Bloomberg crunched the data on U.S. industries' exposure to trade under the 23-year-old North American Free Trade Agreement, looking at U.S. imports from Mexico under Nafta as a percent of total imports by value from the country.
The calculations show U.S.-based carmakers use Nafta benefits for well over 90 percent of their Mexican imports, while buyers of Mexican agricultural products such as fruits and nuts take advantage of the deal more than 80 percent of the time, both up from 1995 levels.
These industries are probably feeling the uncertainty after Trump said he wants to re-negotiate Nafta so the U.S. can squeeze out more benefits, and that he'd withdraw from the pact if talks don't go his way.

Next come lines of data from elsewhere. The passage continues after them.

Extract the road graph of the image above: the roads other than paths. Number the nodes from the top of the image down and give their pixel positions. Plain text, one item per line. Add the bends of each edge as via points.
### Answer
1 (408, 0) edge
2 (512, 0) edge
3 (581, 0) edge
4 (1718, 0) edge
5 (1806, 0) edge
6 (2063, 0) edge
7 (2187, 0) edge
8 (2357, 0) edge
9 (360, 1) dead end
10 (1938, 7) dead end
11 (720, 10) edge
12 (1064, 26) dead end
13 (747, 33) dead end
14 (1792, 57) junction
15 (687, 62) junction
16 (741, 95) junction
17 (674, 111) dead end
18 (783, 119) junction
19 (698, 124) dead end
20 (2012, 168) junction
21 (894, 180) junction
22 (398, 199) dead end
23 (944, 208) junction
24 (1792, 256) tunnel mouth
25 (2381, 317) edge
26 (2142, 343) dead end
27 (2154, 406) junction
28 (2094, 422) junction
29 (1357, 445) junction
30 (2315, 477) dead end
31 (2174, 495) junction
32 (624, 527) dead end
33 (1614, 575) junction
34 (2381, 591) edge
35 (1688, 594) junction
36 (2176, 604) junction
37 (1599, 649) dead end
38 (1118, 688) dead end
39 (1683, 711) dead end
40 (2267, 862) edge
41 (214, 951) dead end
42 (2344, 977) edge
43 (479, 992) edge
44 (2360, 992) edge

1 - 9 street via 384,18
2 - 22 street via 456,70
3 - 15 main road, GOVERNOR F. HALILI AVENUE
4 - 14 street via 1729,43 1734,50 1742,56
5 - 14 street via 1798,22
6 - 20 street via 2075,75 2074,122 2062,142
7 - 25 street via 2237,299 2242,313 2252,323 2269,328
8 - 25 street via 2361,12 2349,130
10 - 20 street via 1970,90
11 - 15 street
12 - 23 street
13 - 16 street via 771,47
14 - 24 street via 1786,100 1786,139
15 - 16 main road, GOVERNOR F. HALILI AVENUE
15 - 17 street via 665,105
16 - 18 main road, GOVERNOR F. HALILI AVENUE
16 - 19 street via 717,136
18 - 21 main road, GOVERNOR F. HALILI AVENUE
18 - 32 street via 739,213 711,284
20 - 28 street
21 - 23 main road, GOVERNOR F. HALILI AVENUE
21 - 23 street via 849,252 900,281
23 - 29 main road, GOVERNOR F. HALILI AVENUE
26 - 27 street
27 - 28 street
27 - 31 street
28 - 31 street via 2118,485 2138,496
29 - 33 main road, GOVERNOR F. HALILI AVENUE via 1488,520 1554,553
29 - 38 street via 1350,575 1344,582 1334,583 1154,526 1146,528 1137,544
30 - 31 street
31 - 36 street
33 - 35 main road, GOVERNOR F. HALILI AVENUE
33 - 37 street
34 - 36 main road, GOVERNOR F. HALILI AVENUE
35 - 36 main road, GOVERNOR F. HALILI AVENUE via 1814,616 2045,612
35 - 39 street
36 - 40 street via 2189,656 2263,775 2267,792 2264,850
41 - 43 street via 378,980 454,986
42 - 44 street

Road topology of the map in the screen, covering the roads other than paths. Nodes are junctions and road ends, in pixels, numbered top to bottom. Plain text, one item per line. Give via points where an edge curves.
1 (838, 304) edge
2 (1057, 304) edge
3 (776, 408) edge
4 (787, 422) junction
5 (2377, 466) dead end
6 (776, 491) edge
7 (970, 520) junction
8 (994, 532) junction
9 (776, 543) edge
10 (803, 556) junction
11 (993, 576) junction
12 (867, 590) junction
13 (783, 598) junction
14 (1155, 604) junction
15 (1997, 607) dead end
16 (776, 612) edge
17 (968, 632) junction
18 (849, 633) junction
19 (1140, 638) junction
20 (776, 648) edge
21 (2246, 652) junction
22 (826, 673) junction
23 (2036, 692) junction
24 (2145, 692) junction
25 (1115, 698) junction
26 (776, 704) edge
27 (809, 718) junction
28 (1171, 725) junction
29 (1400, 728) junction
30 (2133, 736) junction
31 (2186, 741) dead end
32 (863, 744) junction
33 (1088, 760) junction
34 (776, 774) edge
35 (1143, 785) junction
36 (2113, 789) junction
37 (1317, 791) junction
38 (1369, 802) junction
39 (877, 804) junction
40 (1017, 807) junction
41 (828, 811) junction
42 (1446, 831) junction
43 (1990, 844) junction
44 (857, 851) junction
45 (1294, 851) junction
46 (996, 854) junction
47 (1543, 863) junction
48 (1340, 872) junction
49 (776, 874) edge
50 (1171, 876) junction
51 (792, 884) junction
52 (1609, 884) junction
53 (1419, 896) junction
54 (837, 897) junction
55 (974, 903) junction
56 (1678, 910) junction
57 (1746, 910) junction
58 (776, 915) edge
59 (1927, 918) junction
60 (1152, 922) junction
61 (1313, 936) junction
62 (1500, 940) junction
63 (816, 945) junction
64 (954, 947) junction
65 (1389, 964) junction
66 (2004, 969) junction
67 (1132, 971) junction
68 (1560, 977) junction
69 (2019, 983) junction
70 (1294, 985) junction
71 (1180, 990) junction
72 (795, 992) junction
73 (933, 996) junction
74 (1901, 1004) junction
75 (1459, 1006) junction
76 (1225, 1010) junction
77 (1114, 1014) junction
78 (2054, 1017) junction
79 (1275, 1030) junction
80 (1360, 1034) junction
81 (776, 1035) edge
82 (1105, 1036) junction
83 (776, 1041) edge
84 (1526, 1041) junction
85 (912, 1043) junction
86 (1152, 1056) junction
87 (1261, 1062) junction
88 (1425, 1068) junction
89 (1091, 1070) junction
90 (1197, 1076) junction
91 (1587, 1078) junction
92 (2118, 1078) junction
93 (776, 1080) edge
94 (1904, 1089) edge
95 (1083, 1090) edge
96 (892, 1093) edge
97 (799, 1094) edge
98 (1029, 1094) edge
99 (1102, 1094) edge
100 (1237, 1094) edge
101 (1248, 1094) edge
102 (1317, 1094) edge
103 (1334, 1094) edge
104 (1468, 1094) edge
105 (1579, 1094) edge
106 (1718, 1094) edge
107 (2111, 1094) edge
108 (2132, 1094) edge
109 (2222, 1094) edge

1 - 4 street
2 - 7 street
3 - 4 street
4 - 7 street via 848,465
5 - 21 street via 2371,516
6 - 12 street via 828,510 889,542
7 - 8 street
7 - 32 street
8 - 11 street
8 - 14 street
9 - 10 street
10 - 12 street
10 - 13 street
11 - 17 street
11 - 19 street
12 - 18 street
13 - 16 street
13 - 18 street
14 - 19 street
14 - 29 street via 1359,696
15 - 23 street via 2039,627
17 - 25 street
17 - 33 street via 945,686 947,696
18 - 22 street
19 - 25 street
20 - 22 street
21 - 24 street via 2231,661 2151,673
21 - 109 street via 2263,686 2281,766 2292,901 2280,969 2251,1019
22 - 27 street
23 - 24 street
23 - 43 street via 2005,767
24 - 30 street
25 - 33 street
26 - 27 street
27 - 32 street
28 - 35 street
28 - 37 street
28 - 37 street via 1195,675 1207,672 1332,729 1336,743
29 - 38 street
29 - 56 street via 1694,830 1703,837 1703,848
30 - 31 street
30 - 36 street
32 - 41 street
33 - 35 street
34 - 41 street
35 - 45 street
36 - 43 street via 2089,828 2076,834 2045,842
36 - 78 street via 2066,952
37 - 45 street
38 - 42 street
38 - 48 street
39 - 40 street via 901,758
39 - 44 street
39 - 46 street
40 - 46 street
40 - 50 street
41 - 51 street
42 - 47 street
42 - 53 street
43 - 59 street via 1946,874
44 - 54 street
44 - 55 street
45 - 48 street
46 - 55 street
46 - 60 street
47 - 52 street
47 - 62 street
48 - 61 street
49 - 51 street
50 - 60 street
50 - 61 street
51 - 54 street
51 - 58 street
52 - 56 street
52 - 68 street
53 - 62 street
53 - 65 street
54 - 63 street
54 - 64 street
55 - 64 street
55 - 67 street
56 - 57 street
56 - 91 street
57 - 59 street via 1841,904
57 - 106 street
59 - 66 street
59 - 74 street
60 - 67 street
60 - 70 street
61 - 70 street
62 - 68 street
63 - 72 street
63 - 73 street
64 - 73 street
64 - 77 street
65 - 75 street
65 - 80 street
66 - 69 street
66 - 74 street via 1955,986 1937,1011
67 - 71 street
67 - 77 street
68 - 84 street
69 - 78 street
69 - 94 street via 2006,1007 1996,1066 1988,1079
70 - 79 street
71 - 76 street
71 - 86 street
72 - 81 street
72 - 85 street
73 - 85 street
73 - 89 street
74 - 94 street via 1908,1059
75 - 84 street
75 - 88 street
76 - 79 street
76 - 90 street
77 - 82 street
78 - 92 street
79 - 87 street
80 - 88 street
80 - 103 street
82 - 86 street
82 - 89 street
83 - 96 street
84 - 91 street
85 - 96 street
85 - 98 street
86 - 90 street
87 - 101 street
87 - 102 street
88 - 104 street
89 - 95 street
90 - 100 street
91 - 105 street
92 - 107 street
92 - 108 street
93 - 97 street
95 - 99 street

While his administration has said little about what specifically it plans to target for change, manufacturers are particularly vulnerable if there's a move to tighten the so-called rules-of-origin requirements that limit content from cheaper producers, especially from Asia.
The demise of Nafta arguably would affect one part of the of the auto industry disproportionately: trucks. The U.S. has abnormally high tariffs on trucks from non-Nafta countries, and if the agreement fades away, more than $20 billion of the vehicles imported from Mexico could be subject to a 25 percent tariff, according to Caroline Freund, a senior fellow at the Peterson Institute for International Economics.
See why fewer importers are taking advantage of Nafta.
To be sure, some other key industries are increasingly trading outside the parameters of Nafta. U.S. importers of Mexican electronics products are using the agreement far less than before, albeit it still covers half the industry's import value, while importers of metal and furniture are weaning themselves off the pact's terms.